Records for processing:
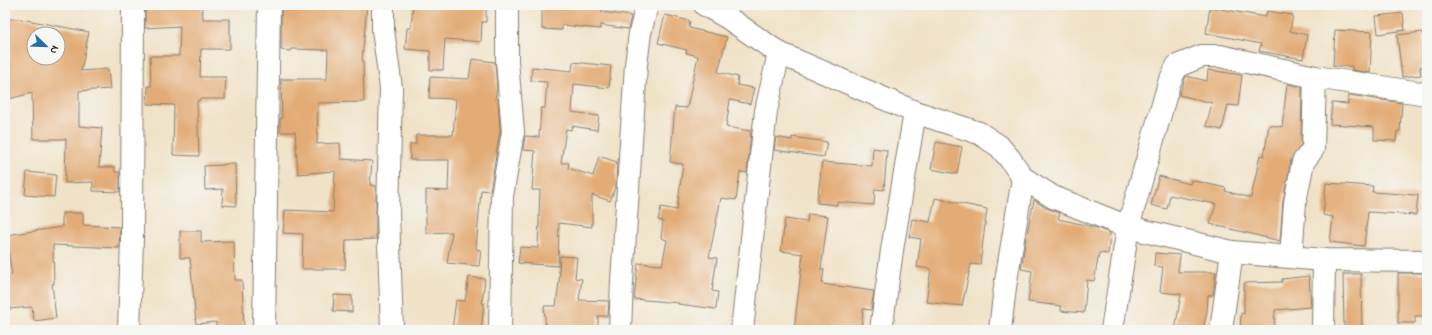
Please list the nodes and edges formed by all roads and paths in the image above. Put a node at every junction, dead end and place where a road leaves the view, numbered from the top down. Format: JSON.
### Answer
{"nodes":[{"id":1,"x":133,"y":5,"type":"edge"},
{"id":2,"x":269,"y":5,"type":"edge"},
{"id":3,"x":383,"y":5,"type":"edge"},
{"id":4,"x":507,"y":5,"type":"edge"},
{"id":5,"x":647,"y":5,"type":"edge"},
{"id":6,"x":705,"y":5,"type":"edge"},
{"id":7,"x":779,"y":53,"type":"junction"},
{"id":8,"x":1315,"y":77,"type":"junction"},
{"id":9,"x":1427,"y":94,"type":"edge"},
{"id":10,"x":915,"y":112,"type":"junction"},
{"id":11,"x":1024,"y":178,"type":"junction"},
{"id":12,"x":1128,"y":227,"type":"junction"},
{"id":13,"x":1232,"y":252,"type":"junction"},
{"id":14,"x":1291,"y":257,"type":"junction"},
{"id":15,"x":1324,"y":260,"type":"junction"},
{"id":16,"x":1427,"y":261,"type":"edge"},
{"id":17,"x":129,"y":330,"type":"edge"},
{"id":18,"x":264,"y":330,"type":"edge"},
{"id":19,"x":392,"y":330,"type":"edge"},
{"id":20,"x":500,"y":330,"type":"edge"},
{"id":21,"x":620,"y":330,"type":"edge"},
{"id":22,"x":742,"y":330,"type":"edge"},
{"id":23,"x":880,"y":330,"type":"edge"},
{"id":24,"x":1000,"y":330,"type":"edge"},
{"id":25,"x":1112,"y":330,"type":"edge"},
{"id":26,"x":1221,"y":330,"type":"edge"},
{"id":27,"x":1323,"y":330,"type":"edge"}],
"edges":[{"from":1,"to":17,"type":"street"},
{"from":2,"to":18,"type":"street"},
{"from":3,"to":19,"type":"street"},
{"from":4,"to":20,"type":"street"},
{"from":5,"to":21,"type":"street"},
{"from":6,"to":7,"type":"street"},
{"from":7,"to":10,"type":"street"},
{"from":7,"to":22,"type":"street"},
{"from":8,"to":9,"type":"street"},
{"from":8,"to":12,"type":"street"},
{"from":8,"to":14,"type":"street"},
{"from":10,"to":11,"type":"street"},
{"from":10,"to":23,"type":"street"},
{"from":11,"to":12,"type":"street"},
{"from":11,"to":24,"type":"street"},
{"from":12,"to":13,"type":"street"},
{"from":12,"to":25,"type":"street"},
{"from":13,"to":14,"type":"street"},
{"from":13,"to":26,"type":"street"},
{"from":14,"to":15,"type":"street"},
{"from":15,"to":16,"type":"street"},
{"from":15,"to":27,"type":"street"}]}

What needs to be done: Search the data for "edges". Copy each line that has it.

Response:
Please list the nodes and edges formed by all roads and paths in the image above. Put a node at every junction, dead end and place where a road leaves the view, numbered from the top down. Format: JSON.
"edges":[{"from":1,"to":17,"type":"street"},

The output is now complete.